TASK REQUIREMENTS:
Give the entries again exactly as they appear, but without the images.
____________________
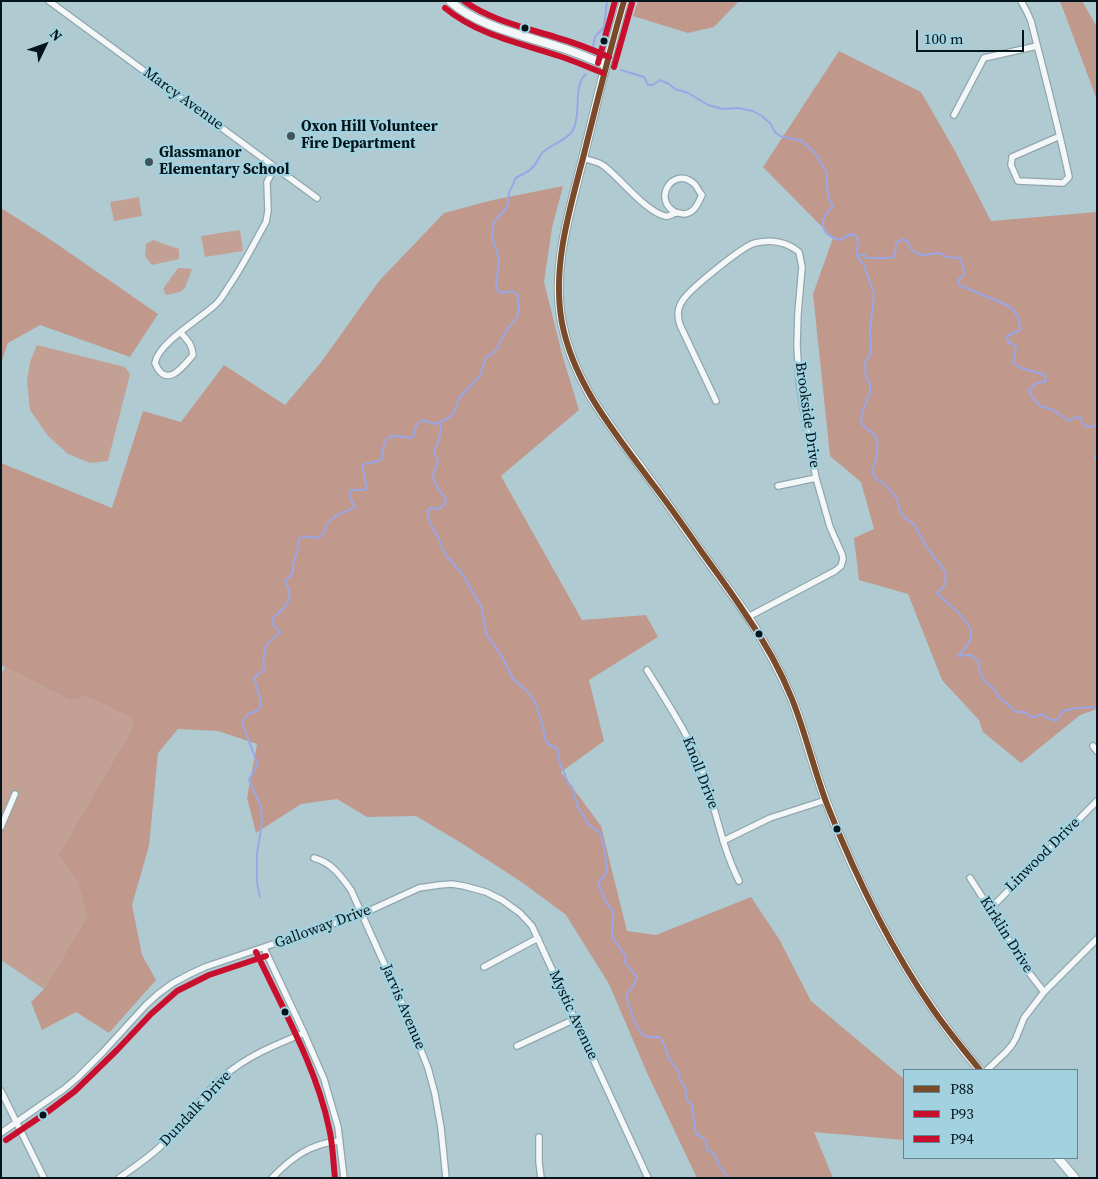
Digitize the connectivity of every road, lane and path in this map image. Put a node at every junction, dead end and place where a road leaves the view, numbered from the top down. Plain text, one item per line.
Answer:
1 (49, 1) edge
2 (450, 1) edge
3 (624, 1) edge
4 (1021, 1) edge
5 (1037, 46) junction
6 (606, 64) junction
7 (954, 115) dead end
8 (1060, 136) junction
9 (583, 158) junction
10 (275, 167) junction
11 (317, 198) dead end
12 (676, 213) junction
13 (181, 333) junction
14 (716, 401) dead end
15 (816, 478) junction
16 (778, 486) dead end
17 (748, 617) junction
18 (647, 670) dead end
19 (15, 794) dead end
20 (826, 800) junction
21 (1097, 801) edge
22 (1, 828) edge
23 (723, 841) junction
24 (314, 858) dead end
25 (970, 878) dead end
26 (738, 881) dead end
27 (464, 886) joint
28 (990, 909) junction
29 (362, 914) junction
30 (538, 938) junction
31 (1097, 939) edge
32 (264, 948) junction
33 (484, 967) dead end
34 (1044, 992) junction
35 (575, 1019) junction
36 (304, 1033) junction
37 (517, 1046) dead end
38 (979, 1069) edge
39 (988, 1069) edge
40 (1, 1091) edge
41 (17, 1122) junction
42 (1, 1132) edge
43 (539, 1137) dead end
44 (340, 1141) junction
45 (1059, 1159) edge
46 (44, 1178) edge
47 (119, 1178) edge
48 (272, 1178) edge
49 (344, 1178) edge
50 (446, 1178) edge
51 (541, 1178) edge
52 (648, 1178) edge
53 (1075, 1178) edge

1 - 10 street, Marcy Avenue
2 - 6 street
3 - 6 street
4 - 5 street
5 - 7 street
5 - 8 street
6 - 9 street
8 - 8 street
9 - 12 street
9 - 17 street
10 - 11 street, Marcy Avenue
10 - 13 street
12 - 12 street
13 - 13 street
14 - 15 street, Brookside Drive
15 - 16 street
15 - 17 street, Brookside Drive
17 - 20 street
18 - 23 street, Knoll Drive
19 - 22 street
20 - 23 street
20 - 38 street
21 - 28 street, Linwood Drive
23 - 26 street, Knoll Drive
24 - 29 street, Jarvis Avenue
25 - 28 street, Kirklin Drive
27 - 29 street, Galloway Drive
27 - 30 street, Mystic Avenue
28 - 34 street, Kirklin Drive
29 - 32 street, Galloway Drive
29 - 50 street, Jarvis Avenue
30 - 33 street
30 - 35 street, Mystic Avenue
31 - 34 street
32 - 36 street
32 - 41 street, Galloway Drive
34 - 39 street
35 - 37 street
35 - 52 street, Mystic Avenue
36 - 44 street
36 - 47 street, Dundalk Drive
40 - 41 street
41 - 42 street, Galloway Drive
41 - 46 street
43 - 51 street
44 - 48 street
44 - 49 street
45 - 53 street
____________________
TASK SOLUTION:
Digitize the connectivity of every road, lane and path in this map image. Put a node at every junction, dead end and place where a road leaves the view, numbered from the top down. Plain text, one item per line.
Answer:
1 (49, 1) edge
2 (450, 1) edge
3 (624, 1) edge
4 (1021, 1) edge
5 (1037, 46) junction
6 (606, 64) junction
7 (954, 115) dead end
8 (1060, 136) junction
9 (583, 158) junction
10 (275, 167) junction
11 (317, 198) dead end
12 (676, 213) junction
13 (181, 333) junction
14 (716, 401) dead end
15 (816, 478) junction
16 (778, 486) dead end
17 (748, 617) junction
18 (647, 670) dead end
19 (15, 794) dead end
20 (826, 800) junction
21 (1097, 801) edge
22 (1, 828) edge
23 (723, 841) junction
24 (314, 858) dead end
25 (970, 878) dead end
26 (738, 881) dead end
27 (464, 886) joint
28 (990, 909) junction
29 (362, 914) junction
30 (538, 938) junction
31 (1097, 939) edge
32 (264, 948) junction
33 (484, 967) dead end
34 (1044, 992) junction
35 (575, 1019) junction
36 (304, 1033) junction
37 (517, 1046) dead end
38 (979, 1069) edge
39 (988, 1069) edge
40 (1, 1091) edge
41 (17, 1122) junction
42 (1, 1132) edge
43 (539, 1137) dead end
44 (340, 1141) junction
45 (1059, 1159) edge
46 (44, 1178) edge
47 (119, 1178) edge
48 (272, 1178) edge
49 (344, 1178) edge
50 (446, 1178) edge
51 (541, 1178) edge
52 (648, 1178) edge
53 (1075, 1178) edge

1 - 10 street, Marcy Avenue
2 - 6 street
3 - 6 street
4 - 5 street
5 - 7 street
5 - 8 street
6 - 9 street
8 - 8 street
9 - 12 street
9 - 17 street
10 - 11 street, Marcy Avenue
10 - 13 street
12 - 12 street
13 - 13 street
14 - 15 street, Brookside Drive
15 - 16 street
15 - 17 street, Brookside Drive
17 - 20 street
18 - 23 street, Knoll Drive
19 - 22 street
20 - 23 street
20 - 38 street
21 - 28 street, Linwood Drive
23 - 26 street, Knoll Drive
24 - 29 street, Jarvis Avenue
25 - 28 street, Kirklin Drive
27 - 29 street, Galloway Drive
27 - 30 street, Mystic Avenue
28 - 34 street, Kirklin Drive
29 - 32 street, Galloway Drive
29 - 50 street, Jarvis Avenue
30 - 33 street
30 - 35 street, Mystic Avenue
31 - 34 street
32 - 36 street
32 - 41 street, Galloway Drive
34 - 39 street
35 - 37 street
35 - 52 street, Mystic Avenue
36 - 44 street
36 - 47 street, Dundalk Drive
40 - 41 street
41 - 42 street, Galloway Drive
41 - 46 street
43 - 51 street
44 - 48 street
44 - 49 street
45 - 53 street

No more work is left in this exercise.